Una y otra vez. Todo es repetir, como si quisiera ser consumido o contagiarnos en su invocar espontáneo un mundo espiritual e inasible, a un tal dios infiltrado incluso para nosotros, que escuchamos sin creer. «Dios mío», como nuevo comienzo inconsciente de muchas de nuestras frases desde entonces. ¡Oh, dios!replayDios te salve, reina y madre…

Y nosotros ahora ubicados donde antes estaba su rostro encerado e irreal; desde donde yo aprendo a mirar de nuevo la habitación, León aprende a usar el botón forward y reclama visualizar el fragmento del ataque una tercera vez.

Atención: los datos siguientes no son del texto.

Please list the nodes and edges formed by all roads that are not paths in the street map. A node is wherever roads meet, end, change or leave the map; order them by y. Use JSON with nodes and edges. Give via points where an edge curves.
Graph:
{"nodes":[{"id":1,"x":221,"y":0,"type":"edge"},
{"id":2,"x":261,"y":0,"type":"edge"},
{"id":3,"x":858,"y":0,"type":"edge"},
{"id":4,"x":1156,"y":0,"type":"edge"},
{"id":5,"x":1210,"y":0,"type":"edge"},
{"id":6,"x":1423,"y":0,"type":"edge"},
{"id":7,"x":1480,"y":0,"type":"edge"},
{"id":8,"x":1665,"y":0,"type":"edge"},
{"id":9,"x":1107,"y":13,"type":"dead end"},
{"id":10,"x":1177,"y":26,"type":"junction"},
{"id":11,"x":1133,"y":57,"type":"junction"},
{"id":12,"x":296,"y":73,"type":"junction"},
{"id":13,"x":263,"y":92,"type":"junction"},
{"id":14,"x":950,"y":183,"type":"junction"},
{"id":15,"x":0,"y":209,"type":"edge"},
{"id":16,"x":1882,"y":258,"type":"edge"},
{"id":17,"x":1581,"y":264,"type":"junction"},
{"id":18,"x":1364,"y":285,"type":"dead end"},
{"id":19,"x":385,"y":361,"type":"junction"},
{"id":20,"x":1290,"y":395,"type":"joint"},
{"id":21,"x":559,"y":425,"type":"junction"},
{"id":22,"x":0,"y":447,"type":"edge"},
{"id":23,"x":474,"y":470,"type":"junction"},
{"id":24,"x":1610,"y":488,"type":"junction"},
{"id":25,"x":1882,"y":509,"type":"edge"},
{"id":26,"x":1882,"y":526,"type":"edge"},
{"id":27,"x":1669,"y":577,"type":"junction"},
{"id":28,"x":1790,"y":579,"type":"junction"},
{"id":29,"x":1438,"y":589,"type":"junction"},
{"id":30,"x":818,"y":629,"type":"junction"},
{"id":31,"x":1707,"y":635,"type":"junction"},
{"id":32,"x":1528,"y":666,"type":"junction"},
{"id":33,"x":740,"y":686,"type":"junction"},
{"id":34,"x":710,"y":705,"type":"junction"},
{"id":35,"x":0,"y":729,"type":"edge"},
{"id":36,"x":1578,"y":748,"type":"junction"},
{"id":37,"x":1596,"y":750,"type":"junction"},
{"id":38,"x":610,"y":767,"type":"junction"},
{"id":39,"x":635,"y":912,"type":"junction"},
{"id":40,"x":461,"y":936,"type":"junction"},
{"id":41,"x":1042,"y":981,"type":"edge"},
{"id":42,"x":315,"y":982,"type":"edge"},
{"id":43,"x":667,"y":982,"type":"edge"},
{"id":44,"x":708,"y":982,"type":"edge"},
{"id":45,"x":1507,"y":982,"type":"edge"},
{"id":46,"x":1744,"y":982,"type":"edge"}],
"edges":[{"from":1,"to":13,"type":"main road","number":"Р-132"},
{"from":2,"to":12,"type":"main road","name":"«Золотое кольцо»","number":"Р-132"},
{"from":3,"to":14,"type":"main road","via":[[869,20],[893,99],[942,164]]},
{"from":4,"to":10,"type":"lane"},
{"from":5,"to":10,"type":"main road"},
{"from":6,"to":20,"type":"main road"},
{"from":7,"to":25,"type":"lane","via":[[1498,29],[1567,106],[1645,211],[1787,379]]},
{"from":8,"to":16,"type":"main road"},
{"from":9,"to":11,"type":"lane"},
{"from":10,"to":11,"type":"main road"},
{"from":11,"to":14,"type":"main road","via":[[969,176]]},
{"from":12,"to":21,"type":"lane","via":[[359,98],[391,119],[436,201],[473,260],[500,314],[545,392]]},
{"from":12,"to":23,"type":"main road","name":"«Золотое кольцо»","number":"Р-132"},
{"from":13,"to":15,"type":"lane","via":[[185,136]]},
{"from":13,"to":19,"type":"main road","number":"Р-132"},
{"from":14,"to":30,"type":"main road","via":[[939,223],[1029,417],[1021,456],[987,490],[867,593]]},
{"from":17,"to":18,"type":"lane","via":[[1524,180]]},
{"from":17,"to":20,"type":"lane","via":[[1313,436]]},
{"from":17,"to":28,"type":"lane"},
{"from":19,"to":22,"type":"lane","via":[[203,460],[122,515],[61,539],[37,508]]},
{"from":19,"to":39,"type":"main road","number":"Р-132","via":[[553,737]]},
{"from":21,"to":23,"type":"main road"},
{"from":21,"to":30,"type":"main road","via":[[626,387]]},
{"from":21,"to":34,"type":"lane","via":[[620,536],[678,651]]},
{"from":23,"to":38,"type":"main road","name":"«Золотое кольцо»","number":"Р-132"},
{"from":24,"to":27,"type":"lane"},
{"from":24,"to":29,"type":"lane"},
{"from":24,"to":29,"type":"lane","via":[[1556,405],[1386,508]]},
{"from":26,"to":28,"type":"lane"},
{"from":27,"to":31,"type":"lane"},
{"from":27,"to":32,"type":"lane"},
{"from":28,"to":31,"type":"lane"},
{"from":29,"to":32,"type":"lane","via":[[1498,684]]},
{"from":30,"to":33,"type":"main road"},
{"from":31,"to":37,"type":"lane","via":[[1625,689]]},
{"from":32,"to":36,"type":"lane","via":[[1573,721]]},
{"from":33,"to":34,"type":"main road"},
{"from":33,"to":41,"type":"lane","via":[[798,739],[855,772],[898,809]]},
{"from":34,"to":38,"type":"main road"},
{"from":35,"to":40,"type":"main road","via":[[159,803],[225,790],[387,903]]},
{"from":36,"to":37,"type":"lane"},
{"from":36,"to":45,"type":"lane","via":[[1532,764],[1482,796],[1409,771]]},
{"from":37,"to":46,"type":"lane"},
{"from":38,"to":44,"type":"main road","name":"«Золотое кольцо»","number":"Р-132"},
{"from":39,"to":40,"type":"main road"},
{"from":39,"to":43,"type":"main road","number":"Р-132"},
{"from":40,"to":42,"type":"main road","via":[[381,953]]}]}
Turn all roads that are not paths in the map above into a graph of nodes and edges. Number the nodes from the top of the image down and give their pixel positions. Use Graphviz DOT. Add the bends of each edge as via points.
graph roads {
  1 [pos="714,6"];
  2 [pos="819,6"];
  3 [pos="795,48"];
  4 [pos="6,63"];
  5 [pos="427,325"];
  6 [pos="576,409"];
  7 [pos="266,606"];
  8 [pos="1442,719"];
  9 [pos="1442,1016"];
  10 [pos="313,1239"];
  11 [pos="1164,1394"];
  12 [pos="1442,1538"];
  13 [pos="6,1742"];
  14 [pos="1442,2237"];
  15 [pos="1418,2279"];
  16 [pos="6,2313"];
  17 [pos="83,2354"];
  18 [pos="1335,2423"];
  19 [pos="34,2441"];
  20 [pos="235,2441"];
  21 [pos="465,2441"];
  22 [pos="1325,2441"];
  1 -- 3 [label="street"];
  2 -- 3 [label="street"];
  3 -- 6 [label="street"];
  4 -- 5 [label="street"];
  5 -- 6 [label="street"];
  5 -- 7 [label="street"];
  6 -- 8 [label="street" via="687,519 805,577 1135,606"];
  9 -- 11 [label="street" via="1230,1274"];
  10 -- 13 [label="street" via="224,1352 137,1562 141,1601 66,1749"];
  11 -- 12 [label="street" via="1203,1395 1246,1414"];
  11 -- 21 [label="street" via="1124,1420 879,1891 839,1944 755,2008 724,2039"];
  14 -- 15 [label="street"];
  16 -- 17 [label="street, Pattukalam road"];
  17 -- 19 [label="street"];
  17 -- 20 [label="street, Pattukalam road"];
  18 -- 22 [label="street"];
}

El primer salto llega de una de las felinas, que se lanza a morder el lomo de la cría, agarrándolo de la pata trasera. Poco tardan las demás en echársele encima y morder las partes del elefante más cercanas a la estructura radial que han creado, sin dejar que la imagen de la cámara visualice ya nada del paquidermo, salvo una pata delantera que se mueve inquieta y espasmódicamente durante unos segundos… Los elefantes dudan si acercarse a un número de depredadores muy superior al que habría merecido el pequeño. Paralizada y tumbada la cría, ahora presa, es como una almendra, un exterior duro con un interior más tierno que otra especie devora. Los leones convierten mordisco en bocado dejando ver al animal fragmentado en trozos de carne entre sus dientes. Leones y leonas con sus crías comen hasta el amanecer. Con los rayos rojizos del día abandonan la dura piel y los huesos como carcasa que fue de vida y ahora es cueva de las moscas. Se acercan las hienas y la imagen se corta. 1 minuto y 41 segundos.